All objects radiate infrared rays from their surfaces in all directions, in a straight line, until they are reflected or absorbed by another object. Traveling at the speed of light, these rays are invisible, and they have NO TEMPERATURE, only ENERGY. Heating an object excites the surface molecules, causing them to give off infrared radiation. When these infrared rays strike the surface of another object, the rays are absorbed and only then is heat produced in the object. This heat spreads throughout the mass by conduction. The heated object then transmits infrared rays from exposed surfaces by radiation if these surfaces are exposed directly to an air space.
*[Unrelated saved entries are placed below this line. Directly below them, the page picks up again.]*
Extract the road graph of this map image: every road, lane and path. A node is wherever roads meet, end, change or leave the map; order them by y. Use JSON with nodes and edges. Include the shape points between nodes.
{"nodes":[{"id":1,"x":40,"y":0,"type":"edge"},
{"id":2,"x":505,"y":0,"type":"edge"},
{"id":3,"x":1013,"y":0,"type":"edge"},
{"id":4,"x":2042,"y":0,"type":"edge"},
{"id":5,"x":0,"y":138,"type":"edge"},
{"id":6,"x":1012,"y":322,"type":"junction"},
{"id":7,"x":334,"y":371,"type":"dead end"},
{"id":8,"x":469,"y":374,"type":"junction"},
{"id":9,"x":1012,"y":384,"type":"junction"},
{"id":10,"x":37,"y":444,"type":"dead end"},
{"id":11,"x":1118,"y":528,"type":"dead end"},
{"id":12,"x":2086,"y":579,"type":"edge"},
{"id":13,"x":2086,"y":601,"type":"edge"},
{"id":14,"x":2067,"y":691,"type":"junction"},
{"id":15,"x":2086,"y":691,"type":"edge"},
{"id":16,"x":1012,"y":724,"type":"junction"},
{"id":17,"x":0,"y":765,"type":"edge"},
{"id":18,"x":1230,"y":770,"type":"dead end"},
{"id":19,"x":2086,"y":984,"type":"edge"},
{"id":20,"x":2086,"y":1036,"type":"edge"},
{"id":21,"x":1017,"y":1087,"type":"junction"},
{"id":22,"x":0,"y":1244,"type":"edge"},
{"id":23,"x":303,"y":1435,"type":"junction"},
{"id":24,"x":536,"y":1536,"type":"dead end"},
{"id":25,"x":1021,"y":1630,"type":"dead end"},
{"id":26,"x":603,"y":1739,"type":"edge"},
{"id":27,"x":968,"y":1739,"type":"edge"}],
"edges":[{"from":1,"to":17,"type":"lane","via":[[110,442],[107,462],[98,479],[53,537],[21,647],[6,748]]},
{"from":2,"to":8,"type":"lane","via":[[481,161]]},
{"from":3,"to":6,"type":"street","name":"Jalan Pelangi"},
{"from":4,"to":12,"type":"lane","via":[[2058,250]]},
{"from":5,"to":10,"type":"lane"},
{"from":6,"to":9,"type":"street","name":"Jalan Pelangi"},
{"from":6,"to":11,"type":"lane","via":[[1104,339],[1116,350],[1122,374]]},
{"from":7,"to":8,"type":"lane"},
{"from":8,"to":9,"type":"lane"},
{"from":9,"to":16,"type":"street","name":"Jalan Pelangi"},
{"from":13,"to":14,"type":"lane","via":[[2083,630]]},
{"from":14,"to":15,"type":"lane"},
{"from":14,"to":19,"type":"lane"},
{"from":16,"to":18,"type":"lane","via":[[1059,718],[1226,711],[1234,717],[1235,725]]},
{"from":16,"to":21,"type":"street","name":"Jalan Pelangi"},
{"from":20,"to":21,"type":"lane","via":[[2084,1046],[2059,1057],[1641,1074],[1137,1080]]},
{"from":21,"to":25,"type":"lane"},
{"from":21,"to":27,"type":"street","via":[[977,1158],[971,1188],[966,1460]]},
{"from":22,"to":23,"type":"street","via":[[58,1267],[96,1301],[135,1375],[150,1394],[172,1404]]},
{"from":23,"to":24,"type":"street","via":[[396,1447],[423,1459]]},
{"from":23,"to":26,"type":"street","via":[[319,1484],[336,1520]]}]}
The amount of radiation emitted is a function of the EMISSIVITY factor of the source’s surface. EMISSIVITY is the rate at which radiation (EMISSION) is given off. Absorption of radiation by an object is proportional to the absorptivity factor of its surface which is reciprocal of its emissivity.
Although two objects may be identical, if the surface of one were covered with a material of 90% emissivity, and the surface of the other with a material of 5% emissivity, the result would be a drastic difference in the rate of radiation flow from these two objects. This is demonstrated by comparison of four identical, equally heated iron radiators covered with different materials. Paint one with aluminum paint and another with ordinary enamel. Cover the third with asbestos and the fourth with aluminum foil. Although all have the same temperature, the one covered with aluminum foil would radiate the least (lowest [5%] emissivity). The radiators covered with ordinary paint or asbestos would radiate most because they have the highest emissivity (even higher than the original iron). Painting over the aluminum paint or foil with ordinary paint changes the surface to 90% emissivity.
Materials whose surfaces do not appreciably reflect infrared rays, i.e.: paper, asphalt, wood, glass and rock, have absorption and emissivity rates ranging from 80% to 93%. Most materials used in building construction — brick, stone, wood, paper, and so on — regardless of their color, absorb infrared radiation at about 90%. It is interesting to note that a mirror of glass is an excellent reflector of light but a very poor reflector of infrared radiation. Mirrors have about the same reflectivity for infrared as a heavy coating of black paint.
The surface of aluminum has the ability NOT TO ABSORB, but TO REFLECT 95% of the infrared rays which strike it. Since aluminum foil has such a low mass to air ratio, very little conduction can take place, particularly when only 5% of the rays are absorbed.
TRY THIS EXPERIMENT: Hold a sample of FOIL INSULATION close to your face, without touching. Soon you will feel the warmth of your own infrared rays bouncing back from the SURFACE. The explanation: The emissivity of heat radiation of the surface of your face is 99%. The absorption of aluminum insulation is only 5%. It sends back 95% of the rays. The absorption rate of your face is 99%. The net result is that you feel the warmth of your face reflected.